Table 4: pH values of beef sausages and rabbit meat sausages before and after cooking


pH before cooking

pH after cooking


5.71 ±0.06a

6.93 ±0.00a


6.47 ±0.06b

7.20 ±0.02b


6.63 ±0.03c

7.23 ±0.02b


6.67 ±0.05c

7.24 ±0.01b


6.67 ±0.02c


Means with common superscripts in the same column are not significantly different (p>0.05).

BS–Beef sausage, RPS–Refined Palm Stearin, RM%: RPS% – 100:0, 90:10, 80:20 and 70:30

3.5 Cooking Loss

Cooking loss is the degree of shrinkage of meat during cooking. It includes the total loss that occurs during the cooking of meat which comprises the losses known as drippings and the volatile losses. The greater part of the volatile loss is from evaporation of water. It may include volatile substances from the decomposition of fat and volatile aromatic substances. Drippings on the other hand include fat, water, salts, and both nitrogenous and non-nitrogenous extractives (Culinary Physics, 2016). The cooking loss of meat is mainly due to the contraction of the myofibrillar proteins that form the muscle, leading to the expulsion of water and, to a lesser extent. However, the proportion of these losses will depend on the type of cooking for dry, moist or mixed heat and the method used is mixed heat.

Cooking loss was observed to be highest (24.39%) in 100:0 rabbit sausage and least (5%) in 70:30 rabbit sausage sample (Table 5). No significant differences (p>0.05) were observed amongst the beef sausage and rabbit sausage samples. However, amongst the rabbit sausages, there was a significant difference (p<0.05) between 100:0 (24.39%) and 70:30 (5%).

The 100:0 formulation having the highest cooking loss may be due to the use of no external fat in its formulation which led to increase in the amount of water that was driven out as well as the amount of fat or lipid that was liquefied and allowed to excrete.

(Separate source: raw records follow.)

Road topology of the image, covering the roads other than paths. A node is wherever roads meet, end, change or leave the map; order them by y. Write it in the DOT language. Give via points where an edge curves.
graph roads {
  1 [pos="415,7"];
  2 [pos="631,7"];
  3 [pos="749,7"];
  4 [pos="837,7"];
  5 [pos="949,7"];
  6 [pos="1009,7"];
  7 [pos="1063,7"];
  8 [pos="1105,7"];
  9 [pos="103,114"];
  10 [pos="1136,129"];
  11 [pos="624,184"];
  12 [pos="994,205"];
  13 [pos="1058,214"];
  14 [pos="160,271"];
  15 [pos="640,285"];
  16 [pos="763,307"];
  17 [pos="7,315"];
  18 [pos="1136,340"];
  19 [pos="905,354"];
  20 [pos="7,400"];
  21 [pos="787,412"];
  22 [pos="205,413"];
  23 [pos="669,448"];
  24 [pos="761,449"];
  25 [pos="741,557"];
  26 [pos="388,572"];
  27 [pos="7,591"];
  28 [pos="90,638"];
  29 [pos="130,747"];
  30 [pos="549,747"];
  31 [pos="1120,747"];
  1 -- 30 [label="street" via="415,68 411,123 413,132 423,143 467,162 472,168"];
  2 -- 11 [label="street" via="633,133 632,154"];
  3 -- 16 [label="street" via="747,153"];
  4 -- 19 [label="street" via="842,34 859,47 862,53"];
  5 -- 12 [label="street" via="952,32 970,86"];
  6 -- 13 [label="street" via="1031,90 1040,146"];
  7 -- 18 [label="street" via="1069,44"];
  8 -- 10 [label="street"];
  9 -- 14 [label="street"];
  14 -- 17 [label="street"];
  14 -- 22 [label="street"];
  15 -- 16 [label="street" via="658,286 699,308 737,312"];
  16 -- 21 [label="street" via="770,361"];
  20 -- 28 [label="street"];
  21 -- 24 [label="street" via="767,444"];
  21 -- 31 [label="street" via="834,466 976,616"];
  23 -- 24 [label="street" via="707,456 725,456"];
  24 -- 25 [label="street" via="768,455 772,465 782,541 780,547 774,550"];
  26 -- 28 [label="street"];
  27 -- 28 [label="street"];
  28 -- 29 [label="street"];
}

Losses occurring in the other sausages were also due to the loss of water/moisture and fat or lipid liquefied and allowed to excrete.

Table 5: Cooking loss of beef and rabbit meat sausages


Cooking loss (%)


14.55 ±3.28ab


24.39 ±3.75b


18.81 ±4.52ab


10.48 ±3.81ab


5.00 ±3.60a

Means with common superscripts in the same column are not significantly different (p>0.05).

BS–Beef sausage, RPS–Refined Palm Stearin, RM%: RPS% – 100:0, 90:10, 80:20 and 70:30

Cooking loss in sausages and other meat products is affected by many factors and these factors include temperature of comminution and cooking, severity of comminution, type of fat, degree of protein denaturation, fat: protein: water ratios, fat and water binding capacities of the ingredients, pH of the muscle and the ratio of myofibrillar to collagen proteins in the mix (Brown and Ledward, 1987).


Rabbit meat sausages were successfully developed with acceptable sensory properties although the beef sausage (control) had higher mean scores in all the attributes. Substituting rabbit meat with RBD palm stearin resulted in reduced moisture content and reduced cooking loss with no effects on pH of the frankfurters. Compared with beef and beef sausages, rabbit meat and sausages are healthier, higher in protein (thus the 100:0 formulation) and lower in fat irrespective of the substitution with the RBD palm stearin in the four formulations than the beef sausage. Hence, rabbit meat has great potential for utilization in frankfurter-type sausages.